日本製麻株式会社(本社:神戸市中央区、代表取締役社長:植杉泰久、証券コード:3306)は、2026年9月3日開催の取締役会において、持続的な企業価値向上及び収益基盤の多角化を目的として、新たな事業として、上場企業及びIPOを目指す企業に対するM&Aコンサルティング事業(以下「本事業」といいます。)を開始すること、並びに本事業を担当する「M&A事業部」を新設することを決議いたしました。
本事業では、上場企業による企業・事業の買収、上場企業が保有する子会社・関連会社・事業等の売却支援に加え、M&Aの実行に伴う資金調達方法及び資本政策に関する支援までを一貫して提供してまいります。
また、国内のみならず海外投資家、投資銀行、金融機関等とのネットワークを活用し、「上場企業×M&A×ファイナンス×グローバル資本」を組み合わせた事業モデルを構築いたします。

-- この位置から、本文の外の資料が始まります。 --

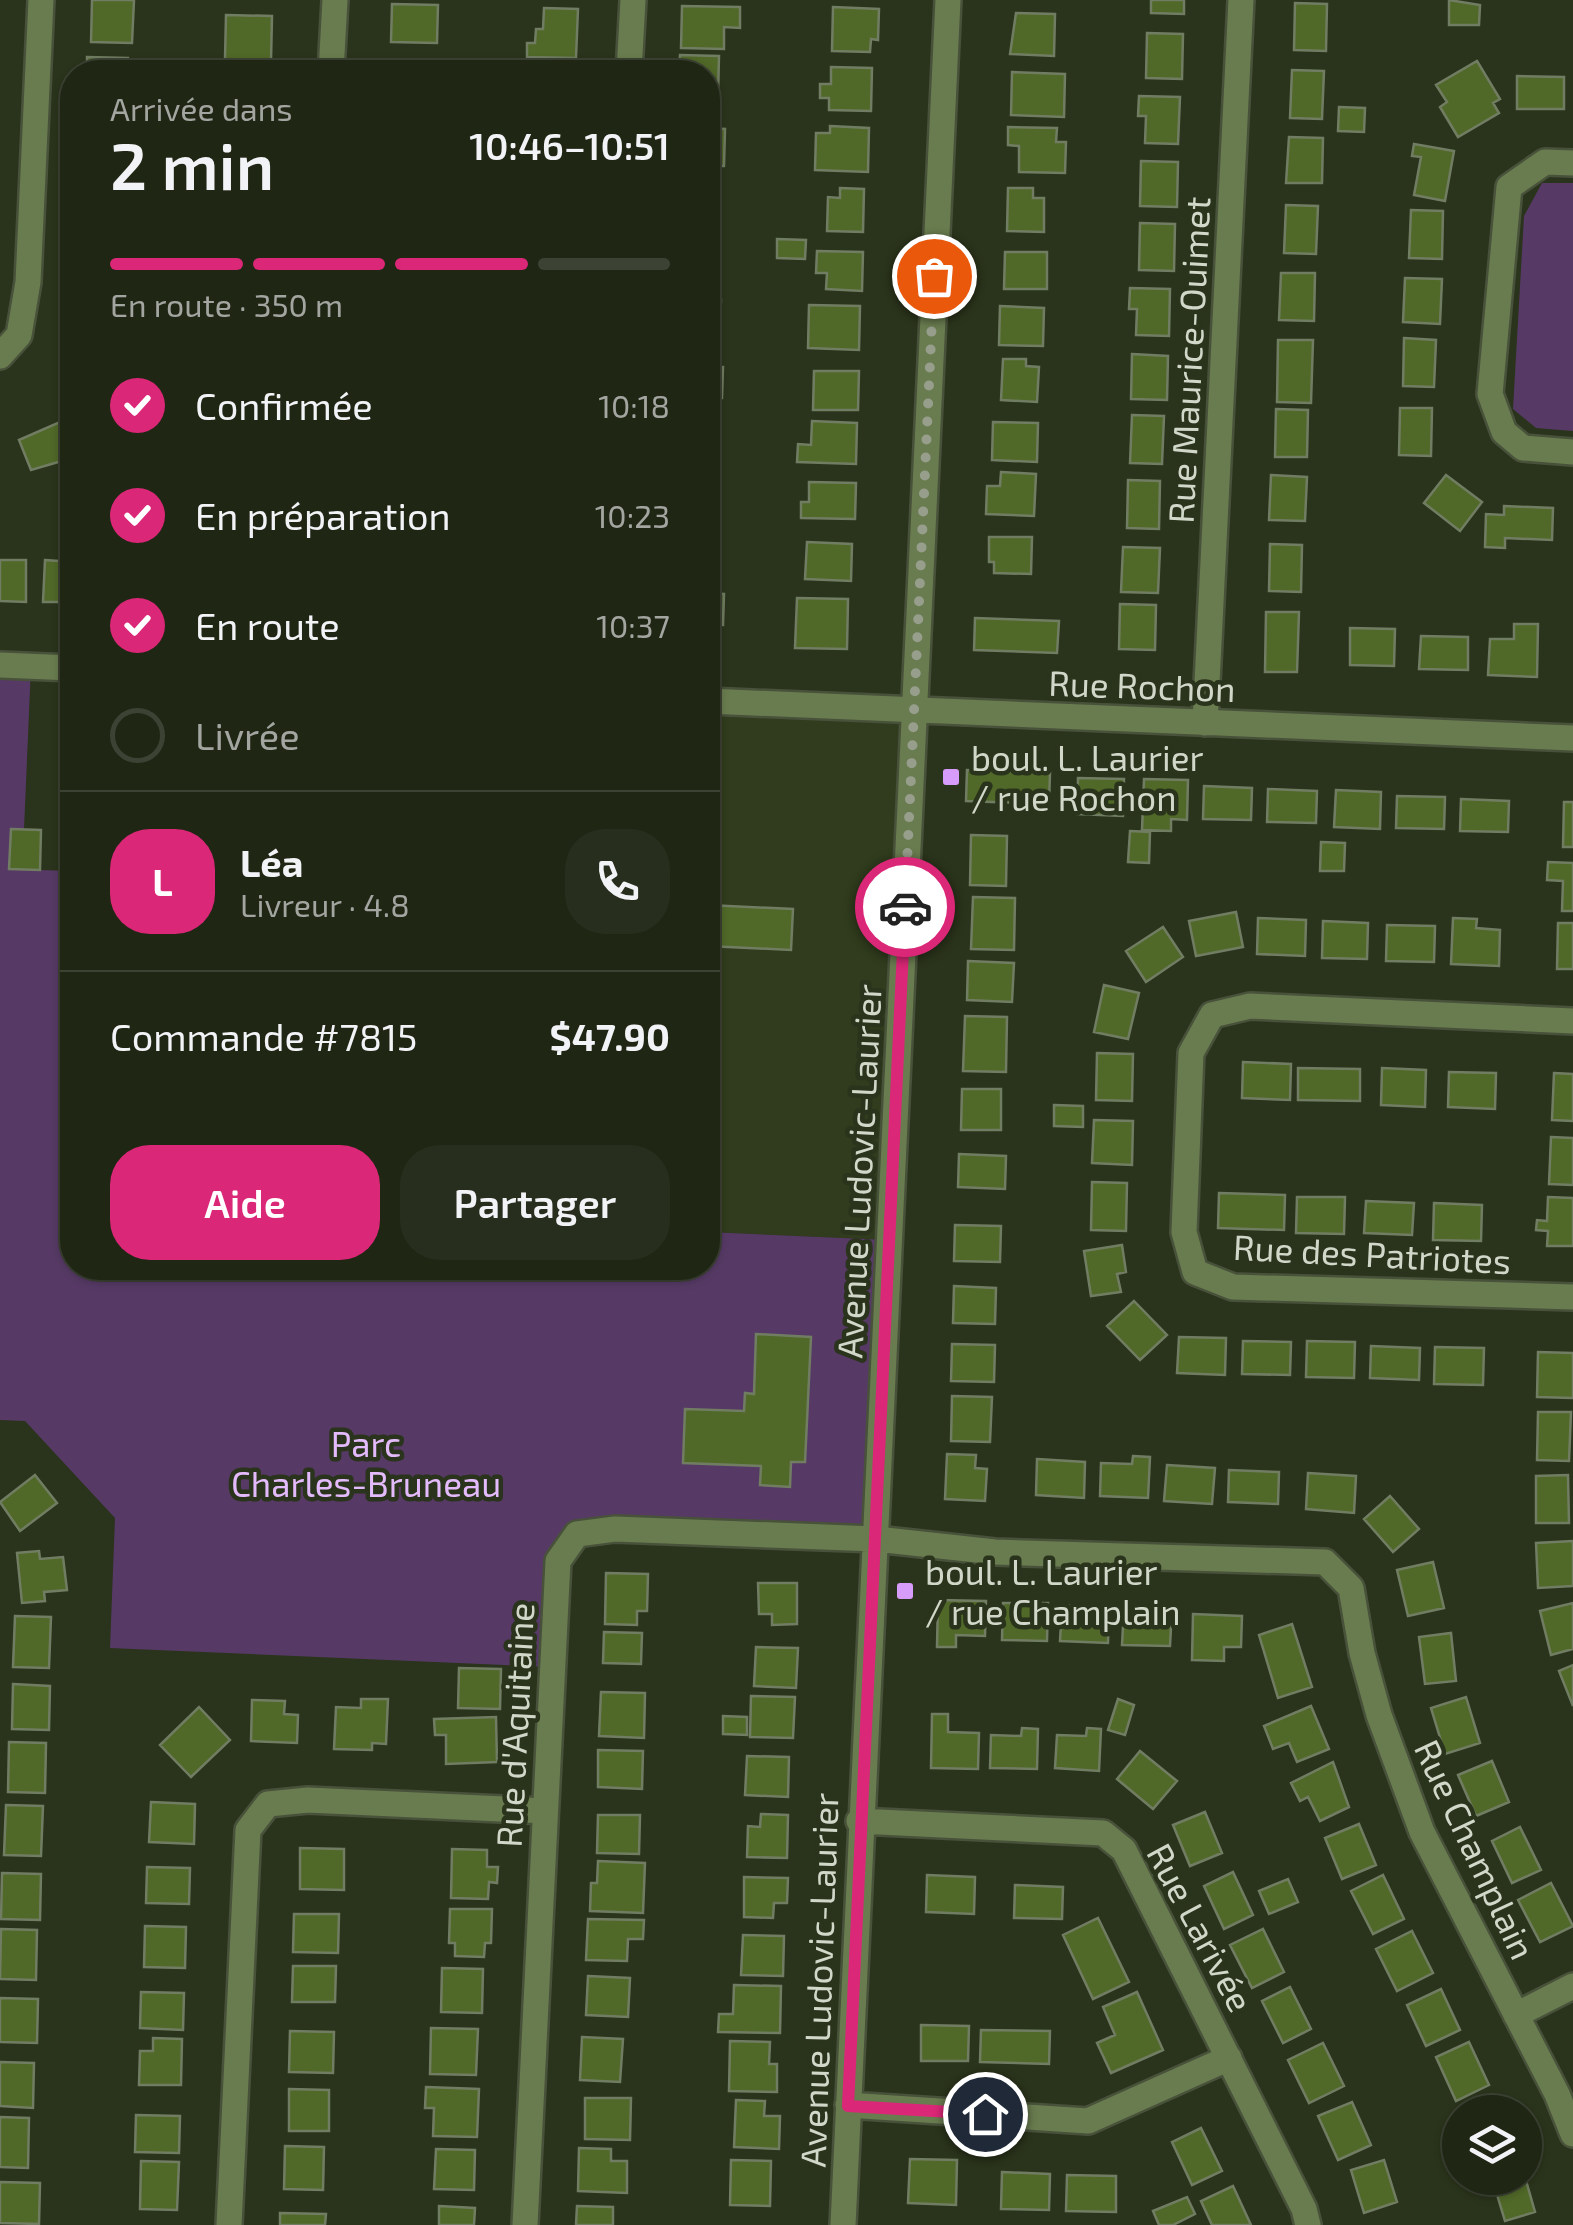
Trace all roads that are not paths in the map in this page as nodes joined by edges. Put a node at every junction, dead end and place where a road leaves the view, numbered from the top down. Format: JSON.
{"nodes":[{"id":1,"x":41,"y":0,"type":"edge"},
{"id":2,"x":335,"y":0,"type":"edge"},
{"id":3,"x":632,"y":0,"type":"edge"},
{"id":4,"x":948,"y":0,"type":"edge"},
{"id":5,"x":1241,"y":0,"type":"edge"},
{"id":6,"x":332,"y":60,"type":"edge"},
{"id":7,"x":630,"y":60,"type":"edge"},
{"id":8,"x":1573,"y":163,"type":"edge"},
{"id":9,"x":0,"y":356,"type":"edge"},
{"id":10,"x":1573,"y":452,"type":"edge"},
{"id":11,"x":0,"y":665,"type":"edge"},
{"id":12,"x":60,"y":668,"type":"edge"},
{"id":13,"x":720,"y":702,"type":"edge"},
{"id":14,"x":913,"y":710,"type":"junction"},
{"id":15,"x":1206,"y":723,"type":"junction"},
{"id":16,"x":1573,"y":738,"type":"edge"},
{"id":17,"x":1573,"y":1021,"type":"edge"},
{"id":18,"x":1573,"y":1297,"type":"edge"},
{"id":19,"x":876,"y":1538,"type":"junction"},
{"id":20,"x":545,"y":1811,"type":"junction"},
{"id":21,"x":859,"y":1821,"type":"junction"},
{"id":22,"x":1573,"y":1986,"type":"edge"},
{"id":23,"x":1516,"y":2014,"type":"junction"},
{"id":24,"x":1229,"y":2058,"type":"junction"},
{"id":25,"x":848,"y":2106,"type":"junction"},
{"id":26,"x":1573,"y":2134,"type":"edge"},
{"id":27,"x":229,"y":2225,"type":"edge"},
{"id":28,"x":526,"y":2225,"type":"edge"},
{"id":29,"x":843,"y":2225,"type":"edge"},
{"id":30,"x":1308,"y":2225,"type":"edge"}],
"edges":[{"from":1,"to":9,"type":"street"},
{"from":2,"to":6,"type":"street"},
{"from":3,"to":7,"type":"street"},
{"from":4,"to":14,"type":"street","name":"Avenue Ludovic-Laurier"},
{"from":5,"to":15,"type":"street","name":"Rue Maurice-Ouimet"},
{"from":8,"to":10,"type":"street"},
{"from":11,"to":12,"type":"street"},
{"from":13,"to":14,"type":"street","name":"Rue Rochon"},
{"from":14,"to":15,"type":"street","name":"Rue Rochon"},
{"from":14,"to":19,"type":"street","name":"Avenue Ludovic-Laurier"},
{"from":15,"to":16,"type":"street","name":"Rue Rochon"},
{"from":17,"to":18,"type":"street","name":"Rue des Patriotes"},
{"from":19,"to":20,"type":"street","name":"Rue d'Aquitaine"},
{"from":19,"to":21,"type":"street","name":"Avenue Ludovic-Laurier"},
{"from":19,"to":23,"type":"street","name":"Rue Champlain"},
{"from":20,"to":27,"type":"street"},
{"from":20,"to":28,"type":"street","name":"Rue d'Aquitaine"},
{"from":21,"to":24,"type":"street","name":"Rue Larivée"},
{"from":21,"to":25,"type":"street","name":"Avenue Ludovic-Laurier"},
{"from":22,"to":23,"type":"street"},
{"from":23,"to":26,"type":"street","name":"Rue Champlain"},
{"from":24,"to":25,"type":"street"},
{"from":24,"to":30,"type":"street","name":"Rue Larivée"},
{"from":25,"to":29,"type":"street","name":"Avenue Ludovic-Laurier"}]}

当社は本事業を、単なるM&A仲介事業ではなく、将来的に当社グループの企業価値を牽引する新たな中核事業へ育成してまいります。

1.事業開始の趣旨
近年、日本の上場企業を取り巻く経営環境は大きく変化しております。東京証券取引所による資本コストや株価を意識した経営の要請等を背景として、上場企業には従来以上に、資本効率の改善、事業ポートフォリオの見直し、非中核事業の売却、成長事業への経営資源の集中並びにM&Aを活用した非連続的成長が求められております。こうした環境の中、「どの事業を買うのか」だけではなく、「どの事業を売るのか」「どのように買収資金を調達するのか」「調達した資本をどのように企業価値向上につなげるのか」までを一体的に設計することの重要性が高まっております。こうした環境を背景に、日本企業が関係するM&A市場は件数・金額の両面で拡大が続いております。2025年度(2025年4月~2026年3月)における日本企業が関係するM&A件数(公表ベース)は5,228件(前年度比10.9%増)、取引金額は43兆334億円(同88.0%増)となり、件数・金額とも過去最高を更新しております。同資料では、今後も事業ポートフォリオの見直しや事業承継等を背景としたM&A需要が継続すると分析されています(注)。
一方、上場企業のM&Aでは、一般的な企業売買に関する知識だけでなく、株価、時価総額、株主構成、資本コスト、希薄化、資金調達、適時開示及び投資家対応等、資本市場に関する知見が必要となります。当社は、こうした市場環境を新たな事業機会と捉え、当社自身が上場企業であるという特徴を活かした上場企業及びIPOを目指す企業に対するM&Aコンサルティング事業を開始することといたしました。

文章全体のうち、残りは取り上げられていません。